Extracting 'gold' from fish and plant waste
New industrial processing techniques are enabling us to obtain valuable proteins, antioxidants and oils from salmon and rapeseed waste. These extracts can be used in health foods, nutritional supplements and skin care products.
The EU project APROPOS has had as its aim to demonstrate the value inherent in waste food resources which are currently used mostly for animal feed.
Researchers and industrial partnerships around the world have been developing new, industrial processing techniques. Using rapeseed and fish as their basic raw materials, they have succeeded in producing entirely pure fractions, free of organic solvents or additives. Such processes will ensure that valuable proteins, antioxidants and oils contained in waste fish and rapeseed raw materials are not discarded.
Valuable raw materials "thrown away"
Norway produces farmed salmon worth several billions every year. But much of this raw material is discarded during production. Only 50 per cent of the fish mass remains once off-cuts such as heads, dorsal fins and offal are removed.
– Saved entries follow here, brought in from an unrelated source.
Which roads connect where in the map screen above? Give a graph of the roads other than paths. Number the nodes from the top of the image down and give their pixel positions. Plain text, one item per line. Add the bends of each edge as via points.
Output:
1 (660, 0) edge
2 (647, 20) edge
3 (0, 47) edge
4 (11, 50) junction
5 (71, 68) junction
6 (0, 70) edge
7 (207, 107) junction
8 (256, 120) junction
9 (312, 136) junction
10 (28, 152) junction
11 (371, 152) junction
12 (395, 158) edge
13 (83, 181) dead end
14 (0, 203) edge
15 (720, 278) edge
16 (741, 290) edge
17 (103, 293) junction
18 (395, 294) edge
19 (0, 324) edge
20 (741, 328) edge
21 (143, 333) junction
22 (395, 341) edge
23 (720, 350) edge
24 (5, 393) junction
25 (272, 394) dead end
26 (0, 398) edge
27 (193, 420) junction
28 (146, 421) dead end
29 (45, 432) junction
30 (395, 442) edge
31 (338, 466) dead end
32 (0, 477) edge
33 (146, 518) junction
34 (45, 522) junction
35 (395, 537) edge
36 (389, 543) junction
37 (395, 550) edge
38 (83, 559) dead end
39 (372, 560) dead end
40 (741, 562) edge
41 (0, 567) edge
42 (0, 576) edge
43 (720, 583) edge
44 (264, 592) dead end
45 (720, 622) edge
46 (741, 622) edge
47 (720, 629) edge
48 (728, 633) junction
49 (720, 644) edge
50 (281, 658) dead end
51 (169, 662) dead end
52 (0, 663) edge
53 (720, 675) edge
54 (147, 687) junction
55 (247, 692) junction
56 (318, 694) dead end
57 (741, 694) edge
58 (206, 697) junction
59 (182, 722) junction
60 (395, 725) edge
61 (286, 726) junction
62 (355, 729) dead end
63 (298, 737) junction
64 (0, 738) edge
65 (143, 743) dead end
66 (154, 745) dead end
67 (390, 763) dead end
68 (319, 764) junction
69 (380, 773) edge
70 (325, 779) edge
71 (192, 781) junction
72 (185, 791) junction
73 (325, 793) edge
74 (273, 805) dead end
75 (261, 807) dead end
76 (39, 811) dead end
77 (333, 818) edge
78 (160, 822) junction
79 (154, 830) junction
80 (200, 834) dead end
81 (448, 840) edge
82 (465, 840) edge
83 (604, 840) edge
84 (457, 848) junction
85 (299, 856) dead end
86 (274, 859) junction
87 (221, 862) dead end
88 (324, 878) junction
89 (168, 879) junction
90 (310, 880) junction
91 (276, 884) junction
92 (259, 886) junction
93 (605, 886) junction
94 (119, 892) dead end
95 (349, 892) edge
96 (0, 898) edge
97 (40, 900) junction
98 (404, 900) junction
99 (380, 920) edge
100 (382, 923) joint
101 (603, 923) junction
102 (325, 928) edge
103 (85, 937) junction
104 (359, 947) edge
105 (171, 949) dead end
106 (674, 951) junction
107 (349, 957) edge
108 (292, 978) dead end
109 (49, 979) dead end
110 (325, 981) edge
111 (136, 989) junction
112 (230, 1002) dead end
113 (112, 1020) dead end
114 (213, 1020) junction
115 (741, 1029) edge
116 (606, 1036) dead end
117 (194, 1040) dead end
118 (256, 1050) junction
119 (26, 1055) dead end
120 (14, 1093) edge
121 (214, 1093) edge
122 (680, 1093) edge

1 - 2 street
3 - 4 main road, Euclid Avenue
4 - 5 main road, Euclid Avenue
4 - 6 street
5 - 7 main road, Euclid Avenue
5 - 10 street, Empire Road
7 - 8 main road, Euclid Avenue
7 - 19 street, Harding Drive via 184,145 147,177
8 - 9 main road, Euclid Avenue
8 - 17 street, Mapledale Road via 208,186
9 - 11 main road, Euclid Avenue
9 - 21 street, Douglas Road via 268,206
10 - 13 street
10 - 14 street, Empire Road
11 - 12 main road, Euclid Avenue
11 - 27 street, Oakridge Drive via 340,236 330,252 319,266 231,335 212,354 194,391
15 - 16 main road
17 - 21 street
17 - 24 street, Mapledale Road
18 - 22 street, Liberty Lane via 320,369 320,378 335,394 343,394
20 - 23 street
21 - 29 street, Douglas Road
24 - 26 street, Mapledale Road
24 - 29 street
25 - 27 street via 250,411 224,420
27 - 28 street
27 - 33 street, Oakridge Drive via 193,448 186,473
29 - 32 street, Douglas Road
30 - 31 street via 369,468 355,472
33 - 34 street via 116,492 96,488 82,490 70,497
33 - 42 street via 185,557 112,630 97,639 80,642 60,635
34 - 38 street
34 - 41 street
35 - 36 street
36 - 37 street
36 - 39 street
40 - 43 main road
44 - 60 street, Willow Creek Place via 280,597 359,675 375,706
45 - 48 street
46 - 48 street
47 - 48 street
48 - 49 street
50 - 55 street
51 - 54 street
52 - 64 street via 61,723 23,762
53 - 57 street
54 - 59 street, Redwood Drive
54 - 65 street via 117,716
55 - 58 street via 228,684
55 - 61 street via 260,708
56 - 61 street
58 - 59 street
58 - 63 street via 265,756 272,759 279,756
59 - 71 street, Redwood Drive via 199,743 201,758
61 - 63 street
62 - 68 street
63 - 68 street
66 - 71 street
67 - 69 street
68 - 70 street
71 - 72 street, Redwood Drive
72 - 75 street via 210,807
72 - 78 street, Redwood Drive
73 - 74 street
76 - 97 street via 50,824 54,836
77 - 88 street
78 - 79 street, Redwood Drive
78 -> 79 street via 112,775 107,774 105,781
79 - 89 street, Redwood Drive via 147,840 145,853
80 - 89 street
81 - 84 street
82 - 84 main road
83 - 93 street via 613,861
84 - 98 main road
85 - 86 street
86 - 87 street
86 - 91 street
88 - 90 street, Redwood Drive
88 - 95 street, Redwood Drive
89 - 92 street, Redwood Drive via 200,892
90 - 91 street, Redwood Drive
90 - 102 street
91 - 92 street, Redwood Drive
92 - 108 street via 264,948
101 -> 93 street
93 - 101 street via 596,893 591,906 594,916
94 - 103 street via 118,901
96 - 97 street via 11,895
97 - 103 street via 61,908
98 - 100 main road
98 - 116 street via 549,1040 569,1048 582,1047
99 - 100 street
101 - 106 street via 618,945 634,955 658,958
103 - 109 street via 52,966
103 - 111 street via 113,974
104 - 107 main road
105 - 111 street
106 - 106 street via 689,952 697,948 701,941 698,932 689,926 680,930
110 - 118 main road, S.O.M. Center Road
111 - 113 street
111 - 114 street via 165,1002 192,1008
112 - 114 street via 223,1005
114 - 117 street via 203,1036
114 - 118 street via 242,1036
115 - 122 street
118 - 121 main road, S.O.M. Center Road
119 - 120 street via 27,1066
Industrial rapeseed is produced across huge, bright yellow fields. But only the black seeds are used to produce oil, and large volumes of chemicals are used in the oil extraction process. The remains of the seeds are used for animal feed and as a source of bioenergy.
SINTEF has headed one of the project's seven work packages with the aim of developing a so-called "environmentally-friendly process technology for the exploitation of waste raw materials from fish filleting for human nutrition and skin care applications."
"We have carried out two processes involving salmon and Nile perch. We have analysed both the oil and proteins from the fish waste raw materials, as well as waste from rape and mustard seeds," says Rasa Slizyte at SINTEF Fisheries and Aquaculture.
In their work, the researchers have employed advanced NMR (nuclear magnetic resonance) techniques, which enable them to monitor the freshness of the fish raw materials in storage. Meanwhile, research partners in Spain have developed a technique for incorporating and stabilising fish proteins in cosmetic creams.
The Norwegian researchers have also been working to identify improved methods of extracting high-quality oils. Conventional oil extraction from fish uses high-temperature techniques. However, the heat causes proteins to be lost due to coagulation.
The SINTEF researchers have combined two established approaches. First, the oil is separated at low temperatures, and then a hydrolysis is used to extract the proteins.
"This leaves us with two high-quality products. And the process is very profitable," says Slizyte.
Ten partners from the industrial sector have participated in the APROPOS project. The Norwegian company Nutrimar AS, which is working to exploit waste raw materials supplied by the major salmon producer SalMar in Mid-Norway, has participated as one of SINTEF's industrial and research partners.
Sales Manager Tore Remman says that experience obtained during the project has been very useful.
"We've gained a greater insight into the production process, including the way in which the raw materials are treated during the heating process. Specific knowledge from the project will be applied in our new factory, which is currently being built on Frøya and will be finished next year," says Remman.
He believes that the new techniques will provide the company with oil, protein and bone fractions of better quality and higher nutritional value than previously.
"This will enable us to offer a number of new products, providing greater value to the company and to our customers. Our aim is to produce high-quality oil and protein products which are ideal ingredients for health supplements and as foodstuff additives," he says.
Skin creams from fish and rapeseed extracts
The Polytechnic University of Catalonia in Spain is currently working to develop skin care components containing fish and rapeseed extracts. The extracts are linked to stable nanoparticles that can remove odours from fish raw materials, and the golden-brown colouring from rapeseed extracts. These are vital details if the products are intended for the cosmetics market.
The university researchers have considered possibilities in the field of inflammation suppression and antimicrobial applications, as well as the occurrence of antioxidants. The next step is to incorporate the fish and rape seed extracts into cosmetic products. The Spanish company TrueCosmetics intends to use the extracts as a foundation for one of its creams.
Mustn't taste like fish
Rasa Slizyte tells us that international research collaboration has provided new insights and valuable networks.
"When it comes to food, countries vary so much in their tastes that it's impossible to use the same technology everywhere," she says. "For example, fish proteins taste of fish. But Europeans don't like this, so the taste must be subdued or removed. On the other hand, our African partners don't see this as a problem. They enjoy the fact that fish tastes like fish," says Slizyte.
It is important for African countries to make the most of all available food resources because large proportions of their populations are suffering from malnutrition.